Je l'appelle Monamant. En un seul mot. Avec une majuscule comme chacune de nos rencontres brèves et espacées. Qu'on garde tous deux en tête pendant des heures pour les frotter sur les parois du crâne et laisser déteindre les nuances de chacun des gestes, pour les empêcher de se dissoudre trop vite, pour retenir le grain des paroles et le métal du registre descendu des voix. Qu'on revoit à la loupe avec des brûlures aux paumes et des ramolissements de partout, qu'on protège des soupirs nostalgiques et des courbatures du coeur, qu'on chérit parce que c'est exactement ce qu'il nous faut. Je me jette sur le côté un oreiller callé entre les jambes. Je ferme la lumière.

Quand j'étais petite, avec mon père, on avait une plage secrète qu'il avait baptisée AKILAWI.

LUI, c'est carrément mon AKILAWI d'adulte. Une plage dissimulée que personne ne connaît, un endroit protégé où prennent place des histoires qui tiennent dans le silence, des échos à chacun des pas, le sol craquant de millions de minuscules coquillages nacrés qui restent pris dans les rainures de mes semelles. Des moments figés sur tout ce que je possède de contradictions, des minutes entières de brume opaque et de vaguelettes qui lèchent les pieds, des aubes frisquettes et humides, des départs précipités pour cause de marée haute.

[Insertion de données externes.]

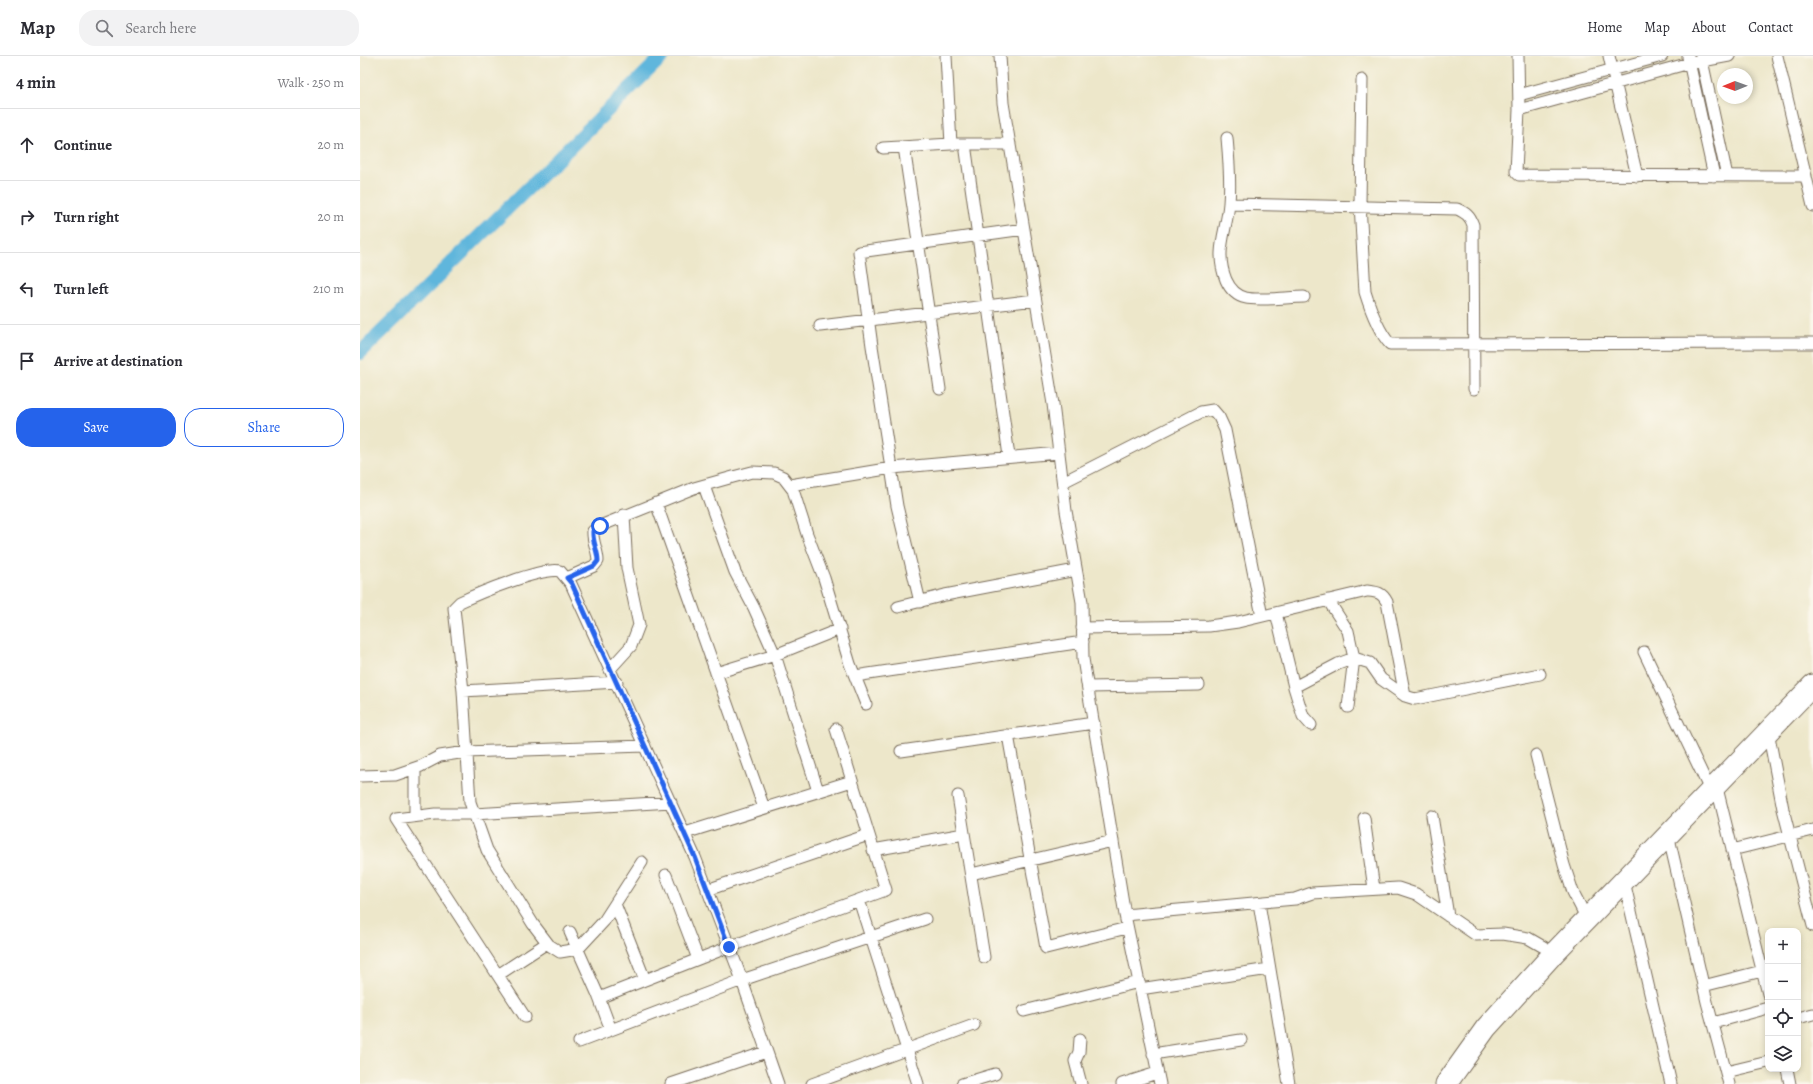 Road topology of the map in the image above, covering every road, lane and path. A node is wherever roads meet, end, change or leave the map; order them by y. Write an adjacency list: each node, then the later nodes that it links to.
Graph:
1 (946, 56): 16 (street)
2 (1000, 56): 18 (street)
3 (1518, 56): 13 (street)
4 (1609, 56): 10 (street)
5 (1662, 56): 10 (street)
6 (1729, 56): 8 (street)
7 (1777, 56): 24 (street)
8 (1702, 59): 9 (street); 23 (street)
9 (1688, 60): 12 (street); 22 (street)
10 (1613, 70): 12 (street); 13 (street)
11 (1362, 80): 27 (street)
12 (1615, 84): 14 (street); 21 (street)
13 (1519, 95): 14 (street)
14 (1519, 110): 21 (street)
15 (1227, 138): 25 (street)
16 (951, 144): 17 (street); 19 (street)
17 (965, 144): 18 (street); 29 (street)
18 (1010, 144): 28 (street)
19 (904, 147): 20 (street); 30 (street)
20 (883, 148)
21 (1637, 176): 22 (street)
22 (1714, 176): 23 (street)
23 (1727, 176): 24 (street)
24 (1806, 176): 26 (street)
25 (1229, 204): 27 (street); 31 (street)
26 (1813, 206)
27 (1360, 207): 38 (street); 38 (street)
28 (1024, 229): 29 (street); 32 (street)
29 (978, 235): 30 (street); 33 (street)
30 (918, 243): 34 (street); 35 (street)
31 (1304, 297)
32 (1035, 300): 33 (street); 41 (street)
33 (988, 306): 34 (street); 42 (street)
34 (929, 313): 35 (street); 40 (street)
35 (868, 320): 36 (street); 43 (street)
36 (820, 326)
37 (1813, 343): 38 (street)
38 (1475, 344): 39 (street)
39 (1474, 388)
40 (940, 389)
41 (1059, 453): 42 (street); 44 (street)
42 (1009, 456): 43 (street)
43 (892, 468): 45 (street); 52 (street)
44 (1063, 482): 49 (street); 55 (street)
45 (790, 485): 46 (street); 57 (street)
46 (704, 486): 47 (street); 60 (street)
47 (656, 503): 48 (street); 63 (street)
48 (624, 515): 50 (street); 62 (street)
49 (1076, 570): 52 (street); 56 (street)
50 (567, 578): 62 (street); 71 (street)
51 (1328, 600): 54 (street); 61 (street); 72 (street)
52 (920, 602): 53 (street)
53 (898, 607)
54 (1276, 613): 55 (street); 70 (street)
55 (1262, 616): 56 (street)
56 (1082, 628): 58 (street)
57 (840, 629): 60 (street); 65 (street)
58 (1083, 642): 65 (street); 69 (street)
59 (1644, 652): 87 (street)
60 (775, 655): 63 (street); 88 (street)
61 (1354, 658): 70 (street); 72 (street); 74 (street)
62 (611, 668): 66 (street)
63 (716, 673): 91 (street)
64 (1540, 674): 72 (street)
65 (855, 676): 73 (street)
66 (617, 682): 71 (street); 80 (street)
67 (1199, 685): 69 (street)
68 (1813, 685): 78 (highway)
69 (1088, 686): 75 (street)
70 (1294, 687): 76 (street)
71 (463, 691): 82 (street)
72 (1405, 696)
73 (866, 704)
74 (1348, 706)
75 (1094, 723): 79 (street); 102 (street)
76 (1310, 725)
77 (836, 729): 86 (street)
78 (1768, 731): 87 (highway); 101 (street)
79 (1008, 736): 81 (street); 105 (street)
80 (645, 746): 82 (street); 90 (street)
81 (901, 751)
82 (466, 752): 84 (street); 92 (street)
83 (1536, 755): 118 (street)
84 (415, 769): 85 (street); 93 (street)
85 (360, 776)
86 (852, 781): 88 (street); 100 (street)
87 (1713, 787): 99 (highway); 104 (street)
88 (818, 791): 91 (street)
89 (958, 796): 98 (street)
90 (671, 802): 92 (street); 97 (street)
91 (764, 808): 97 (street)
92 (474, 814): 93 (street); 123 (street)
93 (415, 816): 131 (street)
94 (1432, 816): 116 (street)
95 (1364, 818): 110 (street)
96 (1813, 830): 101 (street)
97 (684, 833): 111 (street)
98 (964, 834): 103 (street); 107 (street)
99 (1668, 834): 109 (highway); 136 (street)
100 (868, 835): 103 (street); 111 (street)
101 (1790, 835): 104 (street); 119 (street)
102 (1113, 841): 105 (street); 115 (street)
103 (873, 850): 112 (street)
104 (1732, 850): 130 (street)
105 (1030, 860): 107 (street); 120 (street)
106 (642, 862): 114 (street)
107 (971, 874): 127 (street)
108 (666, 875): 128 (street)
109 (1624, 881): 118 (highway); 166 (street)
110 (1374, 889): 113 (street); 116 (street)
111 (708, 890): 124 (street)
112 (859, 900): 122 (street); 124 (street)
113 (1259, 903): 115 (street); 129 (street)
114 (615, 904): 125 (street); 132 (street)
115 (1125, 915): 120 (street)
116 (1448, 916): 126 (street)
117 (925, 919): 122 (street)
118 (1587, 919): 126 (highway)
119 (1813, 926)
120 (1127, 928): 135 (street)
121 (570, 932): 125 (street)
122 (871, 937): 133 (street); 149 (street)
123 (547, 943): 125 (street); 131 (street)
124 (729, 947): 128 (street); 133 (street)
125 (578, 949): 137 (street)
126 (1554, 953): 165 (highway)
127 (984, 957)
128 (698, 959): 132 (street)
129 (1269, 969): 135 (street); 164 (street)
130 (1762, 971): 134 (street); 136 (street)
131 (498, 975): 141 (street)
132 (645, 980): 137 (street)
133 (742, 980): 145 (street); 150 (street)
134 (1765, 982)
135 (1139, 986): 139 (street); 151 (street)
136 (1703, 986): 143 (street)
137 (599, 998): 145 (street)
138 (1765, 1009): 143 (street)
139 (1024, 1011)
140 (1813, 1014): 142 (street)
141 (525, 1017)
142 (1801, 1017)
143 (1713, 1023): 153 (street)
144 (974, 1025): 149 (street)
145 (611, 1030): 148 (street)
146 (1080, 1039): 162 (street)
147 (1241, 1040): 151 (street)
148 (579, 1042)
149 (907, 1050): 159 (street); 160 (street)
150 (766, 1052): 157 (street); 158 (street)
151 (1153, 1054): 156 (street)
152 (1765, 1063): 153 (street)
153 (1726, 1072): 167 (street)
154 (1788, 1072): 168 (street)
155 (995, 1074): 161 (street)
156 (1158, 1078): 163 (street)
157 (671, 1084)
158 (778, 1084)
159 (812, 1084)
160 (918, 1084)
161 (962, 1084)
162 (1081, 1084)
163 (1122, 1084)
164 (1289, 1084)
165 (1446, 1084)
166 (1671, 1084)
167 (1729, 1084)
168 (1790, 1084) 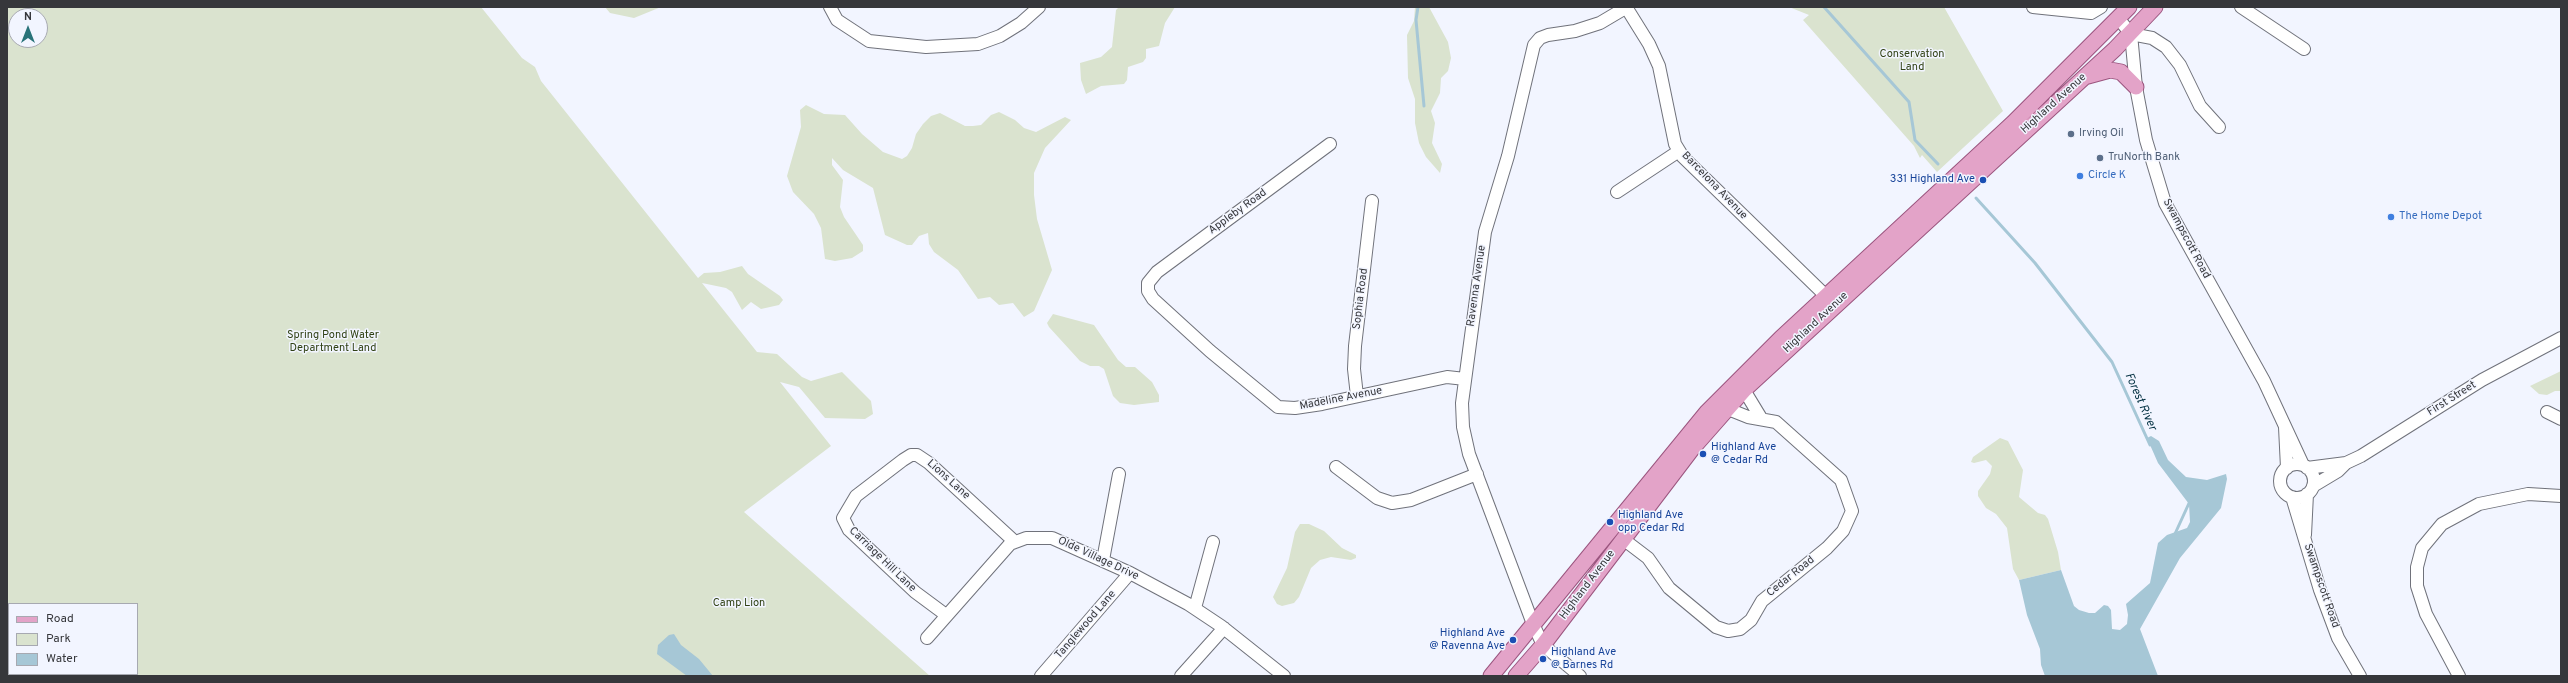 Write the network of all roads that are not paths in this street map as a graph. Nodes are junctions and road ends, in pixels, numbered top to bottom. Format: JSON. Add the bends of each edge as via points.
{"nodes":[{"id":1,"x":830,"y":7,"type":"edge"},
{"id":2,"x":1039,"y":7,"type":"edge"},
{"id":3,"x":1626,"y":7,"type":"edge"},
{"id":4,"x":2033,"y":7,"type":"edge"},
{"id":5,"x":2101,"y":7,"type":"edge"},
{"id":6,"x":2129,"y":7,"type":"edge"},
{"id":7,"x":2155,"y":7,"type":"edge"},
{"id":8,"x":2241,"y":7,"type":"edge"},
{"id":9,"x":2079,"y":9,"type":"edge"},
{"id":10,"x":2118,"y":18,"type":"junction"},
{"id":11,"x":2131,"y":34,"type":"junction"},
{"id":12,"x":2304,"y":49,"type":"dead end"},
{"id":13,"x":2082,"y":79,"type":"junction"},
{"id":14,"x":2136,"y":87,"type":"junction"},
{"id":15,"x":2219,"y":127,"type":"dead end"},
{"id":16,"x":1330,"y":144,"type":"dead end"},
{"id":17,"x":1679,"y":151,"type":"junction"},
{"id":18,"x":1617,"y":192,"type":"dead end"},
{"id":19,"x":1372,"y":200,"type":"dead end"},
{"id":20,"x":1148,"y":283,"type":"joint"},
{"id":21,"x":1826,"y":296,"type":"junction"},
{"id":22,"x":2561,"y":338,"type":"edge"},
{"id":23,"x":1465,"y":379,"type":"junction"},
{"id":24,"x":1744,"y":390,"type":"junction"},
{"id":25,"x":1357,"y":396,"type":"junction"},
{"id":26,"x":1728,"y":408,"type":"junction"},
{"id":27,"x":2547,"y":412,"type":"dead end"},
{"id":28,"x":1761,"y":418,"type":"junction"},
{"id":29,"x":2561,"y":419,"type":"edge"},
{"id":30,"x":2285,"y":426,"type":"junction"},
{"id":31,"x":2346,"y":463,"type":"junction"},
{"id":32,"x":2305,"y":466,"type":"junction"},
{"id":33,"x":1336,"y":467,"type":"dead end"},
{"id":34,"x":2287,"y":468,"type":"junction"},
{"id":35,"x":1120,"y":474,"type":"dead end"},
{"id":36,"x":1477,"y":474,"type":"junction"},
{"id":37,"x":2310,"y":490,"type":"junction"},
{"id":38,"x":856,"y":496,"type":"joint"},
{"id":39,"x":2561,"y":496,"type":"edge"},
{"id":40,"x":2292,"y":497,"type":"junction"},
{"id":41,"x":2304,"y":538,"type":"junction"},
{"id":42,"x":1623,"y":539,"type":"junction"},
{"id":43,"x":1016,"y":542,"type":"junction"},
{"id":44,"x":1213,"y":542,"type":"dead end"},
{"id":45,"x":1103,"y":560,"type":"junction"},
{"id":46,"x":1130,"y":573,"type":"junction"},
{"id":47,"x":1195,"y":608,"type":"junction"},
{"id":48,"x":946,"y":615,"type":"junction"},
{"id":49,"x":1534,"y":624,"type":"junction"},
{"id":50,"x":1224,"y":628,"type":"junction"},
{"id":51,"x":927,"y":638,"type":"dead end"},
{"id":52,"x":1543,"y":645,"type":"junction"},
{"id":53,"x":1041,"y":676,"type":"edge"},
{"id":54,"x":1181,"y":676,"type":"edge"},
{"id":55,"x":1283,"y":676,"type":"edge"},
{"id":56,"x":1491,"y":676,"type":"edge"},
{"id":57,"x":1516,"y":676,"type":"edge"},
{"id":58,"x":1580,"y":676,"type":"edge"},
{"id":59,"x":2360,"y":676,"type":"edge"},
{"id":60,"x":2459,"y":676,"type":"edge"}],
"edges":[{"from":1,"to":2,"type":"street","via":[[837,20],[869,41],[926,47],[978,44],[1021,23]]},
{"from":3,"to":17,"type":"street","name":"Barcelona Avenue","via":[[1649,44],[1659,66],[1675,144]]},
{"from":3,"to":23,"type":"street","name":"Ravenna Avenue","via":[[1585,28],[1540,38],[1534,45],[1508,156],[1485,232]]},
{"from":4,"to":9,"type":"street"},
{"from":5,"to":9,"type":"street","via":[[2091,13]]},
{"from":6,"to":10,"type":"main road","name":"Highland Avenue"},
{"from":7,"to":11,"type":"main road","name":"Highland Avenue"},
{"from":8,"to":12,"type":"street"},
{"from":10,"to":11,"type":"street"},
{"from":10,"to":21,"type":"main road","name":"Highland Avenue","via":[[2013,122]]},
{"from":11,"to":13,"type":"main road","name":"Highland Avenue"},
{"from":11,"to":14,"type":"street","name":"Swampscott Road"},
{"from":11,"to":15,"type":"street","via":[[2152,38],[2166,47],[2180,65],[2200,106]]},
{"from":13,"to":14,"type":"main road","via":[[2110,70],[2121,72]]},
{"from":13,"to":24,"type":"main road","name":"Highland Avenue"},
{"from":14,"to":30,"type":"street","name":"Swampscott Road","via":[[2152,163],[2166,203],[2264,381]]},
{"from":16,"to":20,"type":"street","name":"Appleby Road","via":[[1157,272]]},
{"from":17,"to":18,"type":"street"},
{"from":17,"to":21,"type":"street","name":"Barcelona Avenue","via":[[1706,181]]},
{"from":19,"to":25,"type":"street","name":"Sophia Road","via":[[1355,346],[1354,381]]},
{"from":20,"to":25,"type":"street","name":"Madeline Avenue","via":[[1148,291],[1160,307],[1274,405],[1295,408]]},
{"from":21,"to":49,"type":"main road","name":"Highland Avenue","via":[[1707,412]]},
{"from":22,"to":31,"type":"street","name":"First Street","via":[[2482,380]]},
{"from":23,"to":25,"type":"street","name":"Madeline Avenue","via":[[1447,376]]},
{"from":23,"to":36,"type":"street","name":"Ravenna Avenue","via":[[1463,427]]},
{"from":24,"to":26,"type":"main road","name":"Highland Avenue"},
{"from":24,"to":28,"type":"street"},
{"from":26,"to":28,"type":"street","name":"Cedar Road","via":[[1748,417]]},
{"from":26,"to":42,"type":"main road","name":"Highland Avenue","via":[[1692,449]]},
{"from":27,"to":29,"type":"street"},
{"from":28,"to":42,"type":"street","name":"Cedar Road","via":[[1776,422],[1841,480],[1852,511],[1843,532],[1762,601],[1751,620],[1740,629],[1728,631],[1716,627],[1668,588],[1648,558]]},
{"from":30,"to":32,"type":"street","name":"Swampscott Road"},
{"from":30,"to":34,"type":"street","name":"Swampscott Road"},
{"from":31,"to":32,"type":"street","name":"First Street"},
{"from":31,"to":37,"type":"street","name":"First Street"},
{"from":32,"to":34,"type":"street","via":[[2293,464]]},
{"from":32,"to":37,"type":"street","via":[[2313,475]]},
{"from":33,"to":36,"type":"street","via":[[1377,498],[1392,503],[1411,500]]},
{"from":34,"to":40,"type":"street","via":[[2282,473],[2280,483],[2284,492]]},
{"from":35,"to":45,"type":"street"},
{"from":36,"to":49,"type":"street","name":"Ravenna Avenue"},
{"from":37,"to":40,"type":"street"},
{"from":37,"to":41,"type":"street","name":"Swampscott Road"},
{"from":38,"to":43,"type":"street","name":"Lions Lane","via":[[903,460],[917,455]]},
{"from":38,"to":48,"type":"street","name":"Carriage Hill Lane","via":[[843,518],[849,530],[915,592]]},
{"from":39,"to":60,"type":"street","via":[[2528,494],[2479,504],[2442,524],[2422,548],[2417,567],[2417,586],[2426,614]]},
{"from":40,"to":41,"type":"street","name":"Swampscott Road"},
{"from":41,"to":59,"type":"street","name":"Swampscott Road","via":[[2338,638]]},
{"from":42,"to":52,"type":"main road","name":"Highland Avenue"},
{"from":43,"to":45,"type":"street","name":"Olde Village Drive","via":[[1039,537],[1052,538]]},
{"from":43,"to":48,"type":"street","name":"Olde Village Drive","via":[[1004,550]]},
{"from":44,"to":47,"type":"street"},
{"from":45,"to":46,"type":"street","name":"Olde Village Drive"},
{"from":46,"to":47,"type":"street","name":"Olde Village Drive"},
{"from":46,"to":53,"type":"street","name":"Tanglewood Lane"},
{"from":47,"to":50,"type":"street","name":"Olde Village Drive"},
{"from":48,"to":51,"type":"street","name":"Olde Village Drive"},
{"from":49,"to":52,"type":"street","name":"Ravenna Avenue"},
{"from":49,"to":56,"type":"main road","name":"Highland Avenue"},
{"from":50,"to":54,"type":"street"},
{"from":50,"to":55,"type":"street","name":"Olde Village Drive"},
{"from":52,"to":57,"type":"main road","name":"Highland Avenue"},
{"from":52,"to":58,"type":"street"}]}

Je reste sur le côté, un oreiller entre les bras.

vendredi 5 octobre 2007

Comment dire

J'ai eu l'occasion il y a quelques jours de sortir des mots un peu pris au travers de la gorge pour donner des explications. À une question très personnelle et sensible. En général, je parle avec une facilité désarmante; à ce moment-là, j'étais vague et hésitante parce qu'il m'arrive de plus en plus souvent d'avoir peur de la façon dont ils franchissent le seuil. J'ai peur de leur poids, de ce qu'ils risquent de provoquer de rédition s'ils sont pris pour ce qu'ils ne sont pas. Peur aussi de la façon dont ils sont parfois colportés pour arriver en bout de course détraqués et corrompus.

Alors j'en ai ravalé la moitié et j'ai mis le bouchon sur la bouteille. Ce que j'avais à dire ressemble pourtant à une fumée bleue qui tournoie dans des rayons obliques. C'était léger et transparent, un peu éthéré, même. Je voulais simplement traduire des sensations diluées par le temps et l'espace, quand les images ont pris la place qu'elles méritent dans l'hémisphère gauche. J'ai fait l'huître et j'ai laissé la question en suspend. L'autre a levé un sourcil, je me suis levée et je suis sortie fumer une cigarette en maudissant cette façon à peine dissimulée de fermer la porte au nez de quelqu'un.

J'ai ensuite marché longuement en lui répondant dans ma tête. Mais les mots qu'on ne dit pas ne reviennent jamais, et s'ils ressurgissent à l'occasion, ce n'est jamais de la même façon.